[[ Data section, beginning ]]
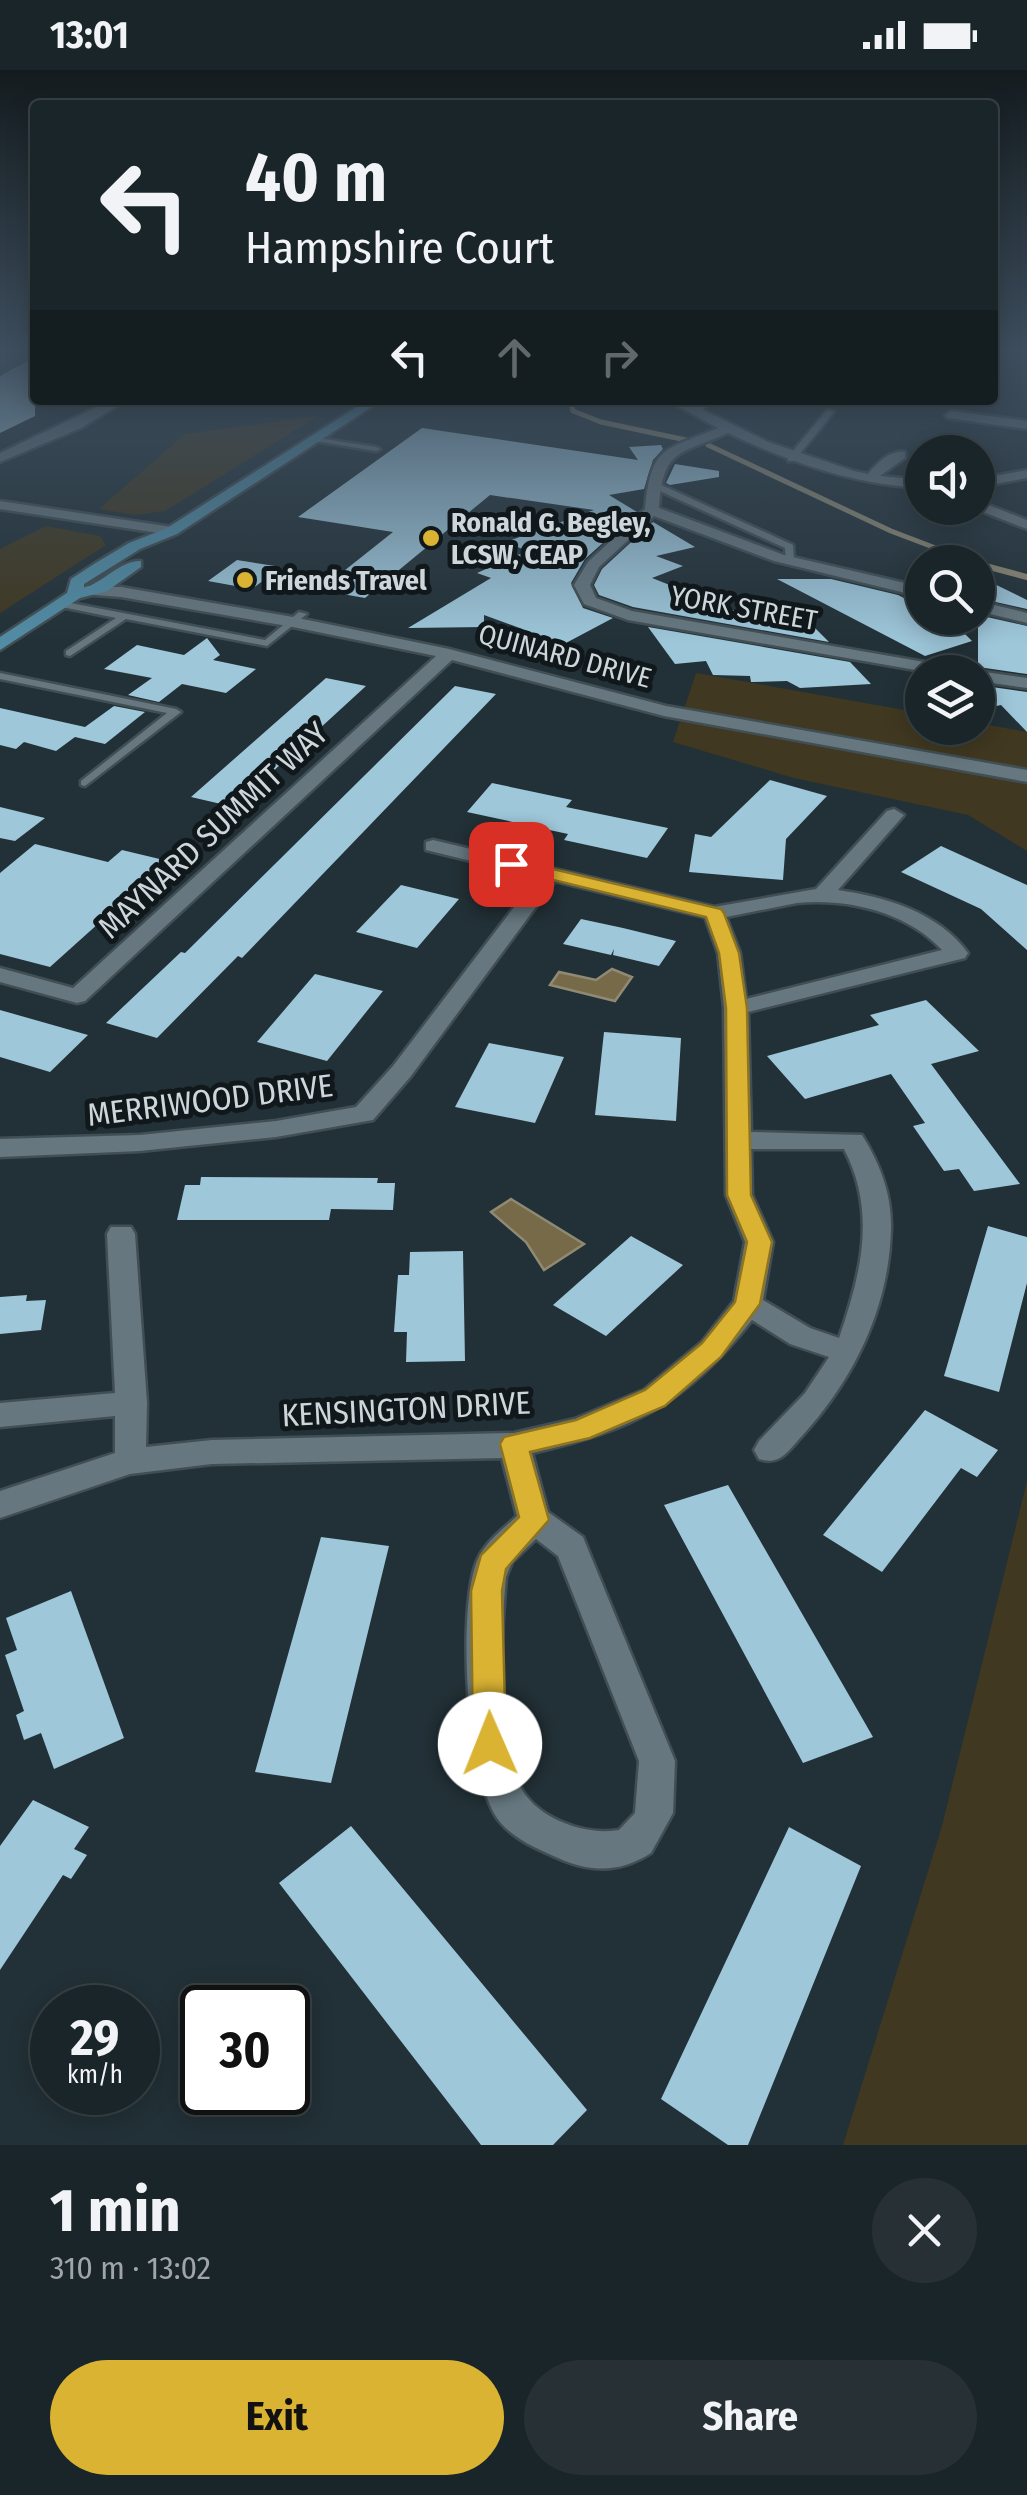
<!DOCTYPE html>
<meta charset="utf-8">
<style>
:root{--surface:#1a2529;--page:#273135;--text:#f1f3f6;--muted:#9fa5a8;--line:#384246;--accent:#dab333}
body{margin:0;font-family:"Fira Sans Condensed",sans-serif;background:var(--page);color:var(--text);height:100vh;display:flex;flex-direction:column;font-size:38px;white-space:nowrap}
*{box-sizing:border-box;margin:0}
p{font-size:32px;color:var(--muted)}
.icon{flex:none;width:55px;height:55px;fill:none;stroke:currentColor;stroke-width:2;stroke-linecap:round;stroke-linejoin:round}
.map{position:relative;height:2075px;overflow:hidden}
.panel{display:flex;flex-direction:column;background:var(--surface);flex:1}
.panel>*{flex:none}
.hud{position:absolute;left:30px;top:30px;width:968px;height:305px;border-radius:10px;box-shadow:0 5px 25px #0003,0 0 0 2px var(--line);background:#1a2529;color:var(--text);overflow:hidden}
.buttons{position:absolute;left:905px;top:365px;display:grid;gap:20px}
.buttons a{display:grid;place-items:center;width:90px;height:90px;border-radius:50%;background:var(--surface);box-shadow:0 5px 25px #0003,0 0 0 2px var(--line);font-size:50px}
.speed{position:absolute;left:30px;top:1915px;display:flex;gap:20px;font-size:50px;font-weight:700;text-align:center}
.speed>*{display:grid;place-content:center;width:130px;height:130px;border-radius:50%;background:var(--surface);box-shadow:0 5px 25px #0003,0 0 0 2px var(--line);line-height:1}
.speed small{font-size:25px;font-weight:400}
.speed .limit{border:5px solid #111;border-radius:15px;background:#fff;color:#111}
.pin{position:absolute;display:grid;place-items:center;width:85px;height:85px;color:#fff;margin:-42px;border-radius:20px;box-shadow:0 5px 15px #0006}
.me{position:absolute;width:110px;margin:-55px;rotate:359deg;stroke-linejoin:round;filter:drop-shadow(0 0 8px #0008)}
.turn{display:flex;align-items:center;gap:35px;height:210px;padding:0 50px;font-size:45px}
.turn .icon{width:130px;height:130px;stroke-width:2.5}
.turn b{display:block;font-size:70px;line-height:85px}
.lanes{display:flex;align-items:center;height:95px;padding:0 50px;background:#0003;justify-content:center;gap:50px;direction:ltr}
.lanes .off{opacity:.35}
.round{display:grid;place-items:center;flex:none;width:105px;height:105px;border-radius:52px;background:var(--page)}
.summary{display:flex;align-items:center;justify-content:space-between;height:170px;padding:0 50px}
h1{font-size:60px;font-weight:700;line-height:75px}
.primary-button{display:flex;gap:20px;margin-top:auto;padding:20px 50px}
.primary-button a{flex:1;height:115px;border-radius:60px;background:var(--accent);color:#111;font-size:40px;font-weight:700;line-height:115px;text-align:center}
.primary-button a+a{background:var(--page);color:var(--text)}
.status{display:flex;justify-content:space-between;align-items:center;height:70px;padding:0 50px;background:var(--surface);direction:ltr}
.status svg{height:28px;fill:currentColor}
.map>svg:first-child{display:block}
.green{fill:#403820}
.water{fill:#766a48;stroke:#908a74;stroke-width:2.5}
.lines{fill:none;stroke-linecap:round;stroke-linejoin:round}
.stream-far1{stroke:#908a74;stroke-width:5}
.stream{stroke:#908a74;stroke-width:6}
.building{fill:#9ec7da}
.lane-casing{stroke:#414e54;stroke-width:5}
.street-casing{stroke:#414e54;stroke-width:5}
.primary-casing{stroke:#414e54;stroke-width:5}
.lane{fill:#66777f;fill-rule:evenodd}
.street{fill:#66777f;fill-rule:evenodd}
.primary{fill:#528da5;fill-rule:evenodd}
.route{fill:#dab333;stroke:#8e7421;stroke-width:2.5}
.poi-dot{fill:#dab333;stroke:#11181b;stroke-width:4}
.labels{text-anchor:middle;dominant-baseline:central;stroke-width:10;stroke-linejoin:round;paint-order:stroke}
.far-poi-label{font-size:28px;font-weight:bold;fill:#cdd6db;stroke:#11181b;text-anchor:start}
.far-street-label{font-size:28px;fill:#cdd6db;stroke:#11181b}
.street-label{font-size:32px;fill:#cdd6db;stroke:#11181b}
</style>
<div class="status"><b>13:01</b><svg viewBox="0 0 49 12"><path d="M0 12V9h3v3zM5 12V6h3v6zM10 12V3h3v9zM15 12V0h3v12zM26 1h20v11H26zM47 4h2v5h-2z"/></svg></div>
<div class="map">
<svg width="1027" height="2075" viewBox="0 0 1027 2075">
<rect width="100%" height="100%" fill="#223137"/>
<!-- green -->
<path class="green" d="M318,346L165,441L135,445L99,439L185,364Z
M46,456L100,466L106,475L0,543V479Z
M696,603L922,643V658H978V653L1027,662V781L968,745L794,708L673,672Z
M1027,1411V2075H843L942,1756Z"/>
<!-- water -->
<path class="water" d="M612,899L632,907L615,931L550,915L559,902L596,910Z
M511,1129L584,1174L544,1200L526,1172L491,1142Z"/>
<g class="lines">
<!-- stream-far1 -->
<path class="stream-far1" d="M570,330L573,341L601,352L686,370
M708,375L891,461L946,482"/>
<!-- stream -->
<path class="stream" d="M940,479L973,492
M978,494L1027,507"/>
</g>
<!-- building -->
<path class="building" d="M35,287V346L0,363V306Z
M422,358L638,390L629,377L661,375L663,379L653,390L644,419L609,425L637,442L585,489L571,513L583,538L613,548L564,574L484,545V557L408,558L491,508L477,503L527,481L506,472L594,440L490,425L365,528L320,520L393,462L298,447Z
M675,394L719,401V407L670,415L666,413Z
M653,452L695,477L656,486L683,496L652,508L743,544L791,534L829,572L633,537L599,525L594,515L602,499Z
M237,490L281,497L252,519L208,511Z
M978,506L1027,530V539L978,528Z
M777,509H831L898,525L922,537V548H943L954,553L972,571L925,586Z
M978,545L1027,556V604L978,597Z
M648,557L850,592L871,614L800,618L787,611L751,612L750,606L713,605L706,591L675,594Z
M207,568L220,585L213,590L256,599L226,623L182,614L159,632L128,625L152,608L104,599L137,575L184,585Z
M326,608L366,616L234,737L191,727Z
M978,615L1027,622V662L1001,635L978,640Z
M455,616L496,624L242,888L238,886L157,968L106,953L181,882L185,883Z
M114,636L145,642L105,674L75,667L56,681L24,672L16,679L0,675V638L85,657Z
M770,710L827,726L786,769L783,810L689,802L695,764L711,767Z
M492,713L572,730L566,737L668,758L647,788L564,770L568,764L467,742Z
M0,737L45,748L15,771L0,768Z
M35,774L108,792L122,780L168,791L50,897L0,884V803Z
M941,776L1027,815V880L981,839L901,802Z
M401,815L459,829L417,878L356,862Z
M581,849L623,858L676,871L659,896L613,885L614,879L611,885L563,874Z
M315,904L383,921L327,991L257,972Z
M926,930L979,981L931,994L1020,1114L974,1121L959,1099L944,1101L913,1056L925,1053L891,1004L805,1029L767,986L879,955L870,945Z
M0,940L88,965L50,1002L0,987Z
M604,962L681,968L676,1051L595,1045Z
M489,973L564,987L535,1053L455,1037Z
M201,1107L378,1108L377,1113H395L393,1140L331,1139L329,1150H177L185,1115H200Z
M988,1156L1027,1167V1213L999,1322L944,1306Z
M631,1166L683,1195L606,1266L553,1235Z
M463,1181L465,1291L406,1292L407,1262H394L398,1205H409L410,1182Z
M27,1225L26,1231L46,1230L41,1260L0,1264V1227Z
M925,1340L998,1380L977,1407L961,1398L882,1502L823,1465Z
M728,1415L873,1667L803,1693L664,1435Z
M321,1467L389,1476L331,1713L255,1702Z
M71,1521L124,1668L54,1699L41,1663L24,1670L16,1645L24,1641L5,1585L17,1580L6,1548Z
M33,1730L89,1757L74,1779L87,1785L71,1809L63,1805L0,1900V1776Z
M351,1756L587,2040L553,2075H481L279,1813Z
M789,1757L861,1796L748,2075H728L661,2029Z"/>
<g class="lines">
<defs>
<path id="lane" d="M705,330H713L699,343H693V339Z
M827,340L834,342L794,391H788V387Z
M312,367L376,377L380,379L376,381L315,371H312Z
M651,413H657L793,475L794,490L786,492L785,478L651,417Z
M60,531L265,570L299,542L307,544L267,576L126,549L70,586L66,585V581L116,548L57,536V532Z
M0,603L176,639L181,642L85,716L81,715V711L167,643L0,609Z"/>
<path id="street" d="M112,330H127L81,358L0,392V383Z
M667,330H683L768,372L854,401L868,404C877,393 890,380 905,382V388L880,406L922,410V418C853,414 792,393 728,363C679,385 663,378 659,438L784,485L922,517V527L774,491L654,446L599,497L590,515L596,528L632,541L953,597L961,602H927L628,550L584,534L574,515L588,492L645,439C651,375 664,381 718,358Z
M951,341L1027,351V359L947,348L945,345Z
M1027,400V408L978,417V409Z
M0,431L172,457L179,461L172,465L0,439Z
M978,431L1027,450V459L973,438H978Z
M88,516L121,517L293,547L449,579L666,636L1027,700V712L664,646L452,590L85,931L77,933L0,912V898L73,918L436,586L293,557L121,527L82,524V518Z
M978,531L1027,543V553L978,541Z
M978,601L1027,608V618L978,611V602H972Z
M894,739L904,745L838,820C886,827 938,842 968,883L965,888L748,942L751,1062L862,1065C880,1094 892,1124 891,1159C889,1238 854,1309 802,1366C788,1381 780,1396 759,1389L754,1380L759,1371L805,1323L829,1287L790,1274L752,1250C687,1333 633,1360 532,1383L548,1442L583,1467L587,1477L675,1691L673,1743L651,1783C623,1801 596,1803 565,1791C542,1781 516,1771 500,1752C466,1711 457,1540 477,1491C485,1472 502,1460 517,1446L502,1388L212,1394L130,1404L0,1448V1421L115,1383V1346L0,1357V1333L115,1323L107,1164L111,1157H131L135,1164L147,1333L146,1377L212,1370L514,1363L575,1349L644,1320L702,1272L734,1231L745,1172L726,1125L724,938L718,883L705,847L555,811L411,1006L373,1050L276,1067L140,1081L0,1087V1069L140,1065L276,1051L356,1037L393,996L537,807L426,780V772L433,770L714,837L816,819L887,741ZM797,833C847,828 907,842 942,880L746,929L740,883L726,847ZM751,1079H844C877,1142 861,1204 839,1268L810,1258L763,1230L773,1172L752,1125ZM536,1469L558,1486L639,1691L635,1743L619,1760C585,1766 534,1748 519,1714C495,1660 501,1565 506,1507L512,1492Z"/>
<path id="primary" d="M368,330H382L177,464L140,479L84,514V518C104,512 121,490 141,491V497L107,521L80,528L0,580V567L67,523L71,509L94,494L129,473L167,458Z"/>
</defs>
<!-- lane casing -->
<use href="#lane" class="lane-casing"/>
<!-- street casing -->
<use href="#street" class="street-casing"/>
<!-- primary casing -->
<use href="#primary" class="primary-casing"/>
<!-- lane -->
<use href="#lane" class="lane"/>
<!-- street -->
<use href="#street" class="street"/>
<!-- primary -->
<use href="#primary" class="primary"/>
</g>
<!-- sky -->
<linearGradient id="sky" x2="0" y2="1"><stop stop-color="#131b1e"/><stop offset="0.49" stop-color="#3e4e5e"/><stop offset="1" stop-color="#3e4e5e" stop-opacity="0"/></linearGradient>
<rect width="1027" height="575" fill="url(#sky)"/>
<!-- route -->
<path class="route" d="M511,789L721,839L724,843L739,883L747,938L751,1125L772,1172L760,1234L721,1287L665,1336L590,1368L530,1382L549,1450L506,1499L502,1521L506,1674L501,1684L490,1689L478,1684L473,1674L471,1521L481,1485L519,1447L500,1374L504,1367L576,1350L645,1320L702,1273L735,1232L747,1172L727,1125L726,938L719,883L706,847L504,798V791Z"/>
<!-- markers -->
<g class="poi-dot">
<circle cx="431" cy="468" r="10"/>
<circle cx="245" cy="510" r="10"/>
</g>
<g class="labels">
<!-- far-poi labels -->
<g class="far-poi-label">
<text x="451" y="452">Ronald G. Begley,<tspan x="451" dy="32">LCSW, CEAP</tspan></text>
<text x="265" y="510">Friends Travel</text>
</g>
<!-- far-street labels -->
<g class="far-street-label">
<text transform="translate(744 538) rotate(10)">YORK STREET</text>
<text transform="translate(565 586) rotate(15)">QUINARD DRIVE</text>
</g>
<!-- street labels -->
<g class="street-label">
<text transform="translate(213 760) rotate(-43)">MAYNARD SUMMIT WAY</text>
<text transform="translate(210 1030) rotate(-7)">MERRIWOOD DRIVE</text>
<text transform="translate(406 1339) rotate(-3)">KENSINGTON DRIVE</text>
</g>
</g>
</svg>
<div class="buttons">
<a><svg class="icon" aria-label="sound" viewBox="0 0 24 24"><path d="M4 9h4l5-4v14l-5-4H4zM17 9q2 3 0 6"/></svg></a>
<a><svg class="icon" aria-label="search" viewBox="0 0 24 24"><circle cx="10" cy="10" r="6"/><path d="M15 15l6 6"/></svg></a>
<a><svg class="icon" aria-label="layers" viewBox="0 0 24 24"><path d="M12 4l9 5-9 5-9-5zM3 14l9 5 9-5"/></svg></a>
</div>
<div class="speed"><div>29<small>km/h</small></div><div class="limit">30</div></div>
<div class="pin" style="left:511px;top:794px;background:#d93025"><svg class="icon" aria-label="arrive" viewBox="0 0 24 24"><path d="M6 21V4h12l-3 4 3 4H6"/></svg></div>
<svg class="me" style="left:490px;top:1674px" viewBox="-20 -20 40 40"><circle r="19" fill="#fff"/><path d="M0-13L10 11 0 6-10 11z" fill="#dab333"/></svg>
<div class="hud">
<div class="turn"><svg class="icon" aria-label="left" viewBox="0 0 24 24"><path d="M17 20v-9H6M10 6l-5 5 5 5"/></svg><div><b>40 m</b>Hampshire Court</div></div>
<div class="lanes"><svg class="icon" aria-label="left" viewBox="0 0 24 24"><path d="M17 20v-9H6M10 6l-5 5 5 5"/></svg><svg class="icon off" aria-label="ahead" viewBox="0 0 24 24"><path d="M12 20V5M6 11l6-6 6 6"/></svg><svg class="icon off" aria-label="right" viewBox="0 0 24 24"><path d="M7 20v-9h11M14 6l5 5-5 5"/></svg></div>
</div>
</div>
<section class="panel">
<div class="summary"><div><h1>1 min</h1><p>310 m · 13:02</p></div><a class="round"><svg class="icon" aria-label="close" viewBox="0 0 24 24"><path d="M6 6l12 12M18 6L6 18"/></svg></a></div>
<div class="primary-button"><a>Exit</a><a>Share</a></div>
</section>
[[ Data section, end ]]
* Problem details *
After locating the line holding "<!-- street casing -->" above, output exactly that line and every line after it through the line holding "<!-- route -->". Include nothing else.

* Response for this exercise *
<!-- street casing -->
<use href="#street" class="street-casing"/>
<!-- primary casing -->
<use href="#primary" class="primary-casing"/>
<!-- lane -->
<use href="#lane" class="lane"/>
<!-- street -->
<use href="#street" class="street"/>
<!-- primary -->
<use href="#primary" class="primary"/>
</g>
<!-- sky -->
<linearGradient id="sky" x2="0" y2="1"><stop stop-color="#131b1e"/><stop offset="0.49" stop-color="#3e4e5e"/><stop offset="1" stop-color="#3e4e5e" stop-opacity="0"/></linearGradient>
<rect width="1027" height="575" fill="url(#sky)"/>
<!-- route -->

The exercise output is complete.